*EXCERPTED DATA*
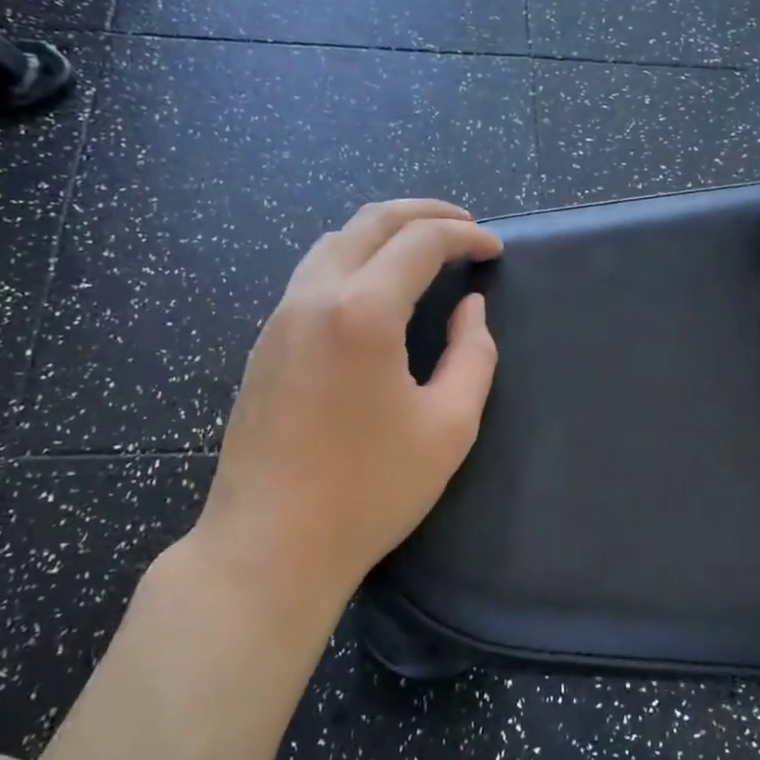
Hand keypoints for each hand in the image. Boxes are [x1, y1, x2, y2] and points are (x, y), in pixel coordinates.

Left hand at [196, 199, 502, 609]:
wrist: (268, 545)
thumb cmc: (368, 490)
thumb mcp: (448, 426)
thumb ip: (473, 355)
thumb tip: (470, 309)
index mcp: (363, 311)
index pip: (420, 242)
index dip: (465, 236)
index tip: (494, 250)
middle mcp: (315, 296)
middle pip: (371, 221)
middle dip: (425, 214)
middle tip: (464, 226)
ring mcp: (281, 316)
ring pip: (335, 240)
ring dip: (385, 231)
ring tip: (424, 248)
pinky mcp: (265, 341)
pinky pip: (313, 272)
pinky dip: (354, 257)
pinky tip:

*WHAT YOU HAVE TO DO*
Among the lines of the material, find those holding the word "thumb" and return them.

*SOLUTION TO THE EXERCISE*
thumb cmc: (368, 490)
thumb mcp: (448, 426)
thumb ip: (473, 355)
thumb tip: (470, 309)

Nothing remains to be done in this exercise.